A Descoberta que Pode Mudar o Controle do Colesterol
O fígado não só processa o que comemos. Ele também fabrica colesterol. E agora pesquisadores descobriram uma proteína capaz de reduzir essa produção antes mesmo de ela começar.
A proteína se chama HELZ2. Ela interfere na fabricação de partículas de colesterol destruindo o RNA mensageiro que carrega as instruções para produzi-las. Menos instruções chegam ao fim do processo. Resultado: menos partículas liberadas na corrente sanguínea.

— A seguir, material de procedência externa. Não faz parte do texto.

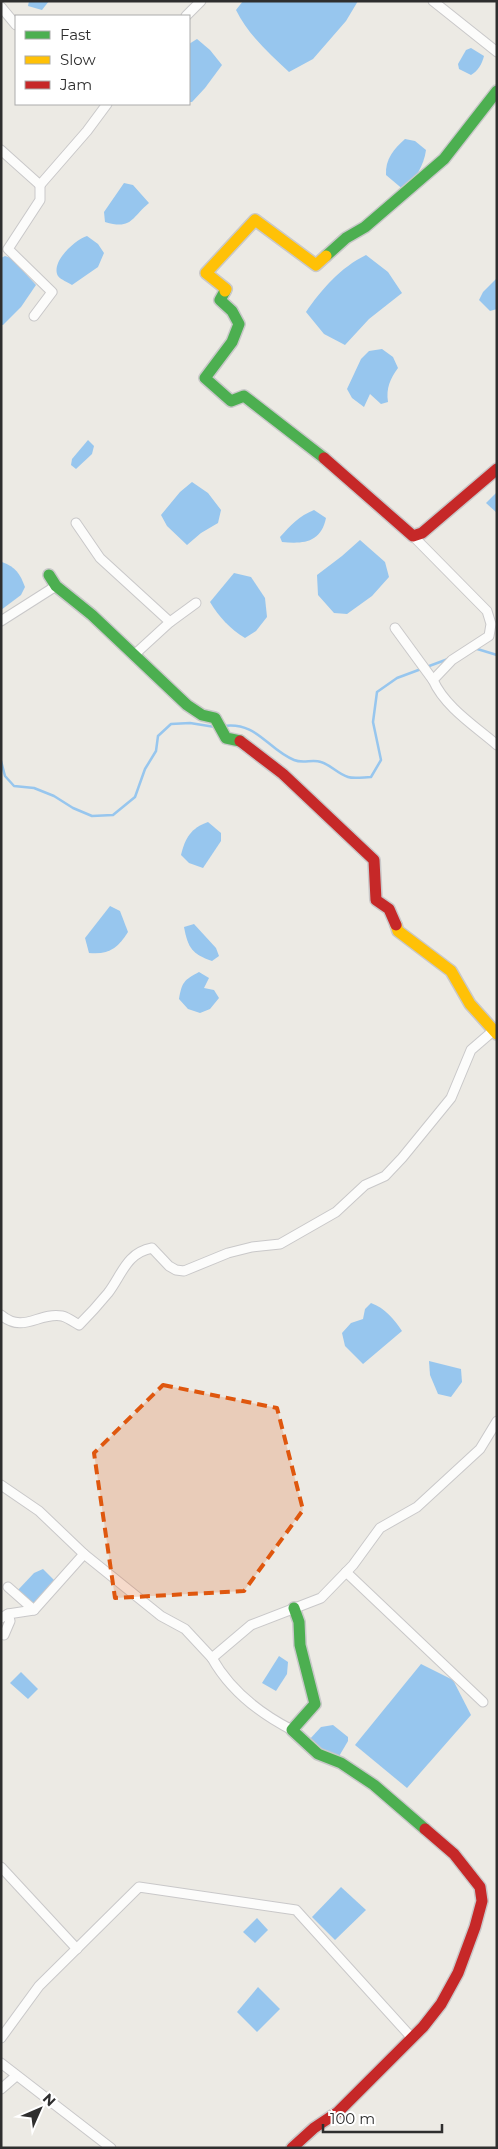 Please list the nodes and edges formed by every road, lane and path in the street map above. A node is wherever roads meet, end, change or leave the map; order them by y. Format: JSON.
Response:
{"nodes":[{"id":1,"x":201,"y":1,"type":"edge"},
{"id":2,"x":433,"y":1,"type":"edge"},
{"id":3,"x":1,"y":7,"type":"edge"},
{"id":4,"x":187,"y":15,"type":"edge"},
{"id":5,"x":15,"y":24,"type":"edge"},
{"id":6,"x":497,"y":52,"type":"edge"},
{"id":7,"x":497,"y":91,"type":"edge"},
{"id":8,"x":105,"y":105,"type":"edge"},
{"id":9,"x":1,"y":150,"type":"edge"},
{"id":10,"x":40,"y":185,"type":"junction"},
{"id":11,"x":4,"y":252,"type":"edge"},
{"id":12,"x":34,"y":316,"type":"dead end"},
{"id":13,"x":497,"y":469,"type":"edge"},
{"id":14,"x":76,"y":523,"type":"dead end"},
{"id":15,"x":413,"y":536,"type":"junction"},
{"id":16,"x":49,"y":575,"type":"dead end"},
{"id":17,"x":56,"y":586,"type":"junction"},
{"id":18,"x":196,"y":603,"type":"dead end"},
{"id":19,"x":1,"y":621,"type":"edge"},
{"id":20,"x":170,"y":622,"type":"junction"},
{"id":21,"x":395,"y":628,"type":"dead end"},
{"id":22,"x":134,"y":655,"type":"junction"},
{"id":23,"x":433,"y":680,"type":"junction"},
{"id":24,"x":497,"y":745,"type":"edge"},
{"id":25,"x":495,"y":1033,"type":"edge"},
{"id":26,"x":1,"y":1315,"type":"edge"},
{"id":27,"x":497,"y":1421,"type":"edge"},
{"id":28,"x":1,"y":1485,"type":"edge"},
{"id":29,"x":84,"y":1554,"type":"junction"},
{"id":30,"x":346,"y":1572,"type":"junction"},
{"id":31,"x":8,"y":1587,"type":"dead end"},
{"id":32,"x":294,"y":1608,"type":"junction"},
{"id":33,"x":34,"y":1610,"type":"junction"},
{"id":34,"x":5,"y":1616,"type":"edge"},
{"id":35,"x":4,"y":1635,"type":"dead end"},
{"id":36,"x":212,"y":1658,"type":"junction"},
{"id":37,"x":483,"y":1702,"type":"dead end"},
{"id":38,"x":292,"y":1730,"type":"junction"},
{"id":39,"x":1,"y":1867,"type":"edge"},
{"id":40,"x":77,"y":1949,"type":"junction"},
{"id":41,"x":1,"y":2038,"type":"edge"},
{"id":42,"x":412,"y":2038,"type":"junction"},
{"id":43,"x":1,"y":2063,"type":"edge"},
{"id":44,"x":16,"y":2076,"type":"junction"},
{"id":45,"x":1,"y":2089,"type":"edge"},
{"id":46,"x":110,"y":2148,"type":"edge"},
{"id":47,"x":292,"y":2148,"type":"edge"}],
"edges":[{"from":1,"to":4,"type":"street"},
{"from":2,"to":6,"type":"street"},
{"from":3,"to":5,"type":"street"},
{"from":7,"to":15,"type":"street"},
{"from":8,"to":10,"type":"street"},
{"from":9,"to":10,"type":"street"},
{"from":10,"to":11,"type":"street"},
{"from":11,"to":12,"type":"street"},
{"from":13,"to":15,"type":"street"},
{"from":14,"to":20,"type":"street"},
{"from":15,"to":23,"type":"street"},
{"from":16,"to":17,"type":"street"},
{"from":17,"to":19,"type":"street"},
{"from":17,"to":22,"type":"street"},
{"from":18,"to":20,"type":"street"},
{"from":20,"to":22,"type":"street"},
{"from":21,"to":23,"type":"street"},
{"from":22,"to":25,"type":"street"},
{"from":23,"to":24,"type":"street"},
{"from":25,"to":26,"type":"street"},
{"from":27,"to":30,"type":"street"},
{"from":28,"to":29,"type":"street"},
{"from":29,"to":33,"type":"street"},
{"from":29,"to":36,"type":"street"},
{"from":30,"to":32,"type":"street"},
{"from":30,"to":37,"type":"street"},
{"from":31,"to":33,"type":"street"},
{"from":32,"to":36,"type":"street"},
{"from":32,"to":38,"type":"street"},
{"from":33,"to":34,"type":"street"},
{"from":34,"to":35,"type":"street"},
{"from":36,"to":38,"type":"street"},
{"from":38,"to":42,"type":"street"},
{"from":39,"to":40,"type":"street"},
{"from":40,"to":41,"type":"street"},
{"from":40,"to":42,"type":"street"},
{"from":42,"to":47,"type":"street"},
{"from":43,"to":44,"type":"street"},
{"from":44,"to":45,"type":"street"},
{"from":44,"to":46,"type":"street"}]}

Isso importa porque o colesterol que circula no sangue é o que forma as placas nas artérias. Controlar a quantidade que sai do fígado pode significar menos risco de problemas cardiovasculares.
O Equilíbrio Difícil
Testes com camundongos mostraram que aumentar a atividade de HELZ2 reduz o colesterol no sangue. Porém, o fígado acumula mais gordura. Diminuir a atividade faz o oposto: menos gordura no fígado, mais colesterol circulando.
A proteína funciona como um regulador entre dois pontos. Não basta aumentar ou reduzir ao máximo. É preciso ajustar com precisão.
Uma Abordagem Diferente
Os remédios atuais, como as estatinas, atuam depois que o colesterol já foi produzido. HELZ2 age antes. Ela corta as instruções genéticas que levam à fabricação das partículas.
Essa diferença de timing abre a possibilidade de tratamentos que complementem ou até substituam os existentes em alguns casos. O objetivo é atingir dois problemas ao mesmo tempo: colesterol alto e acúmulo de gordura no fígado.
O Que Isso Significa
A descoberta não é apenas sobre uma nova proteína. Ela mostra que é possível interferir em processos metabólicos no nível do RNA, antes da produção de proteínas. Em vez de lidar com os efeitos depois que eles aparecem, o foco está na origem.
Ainda faltam anos para que isso vire medicamento. Mas o mecanismo identificado pode servir de base para novas estratégias no tratamento de doenças metabólicas.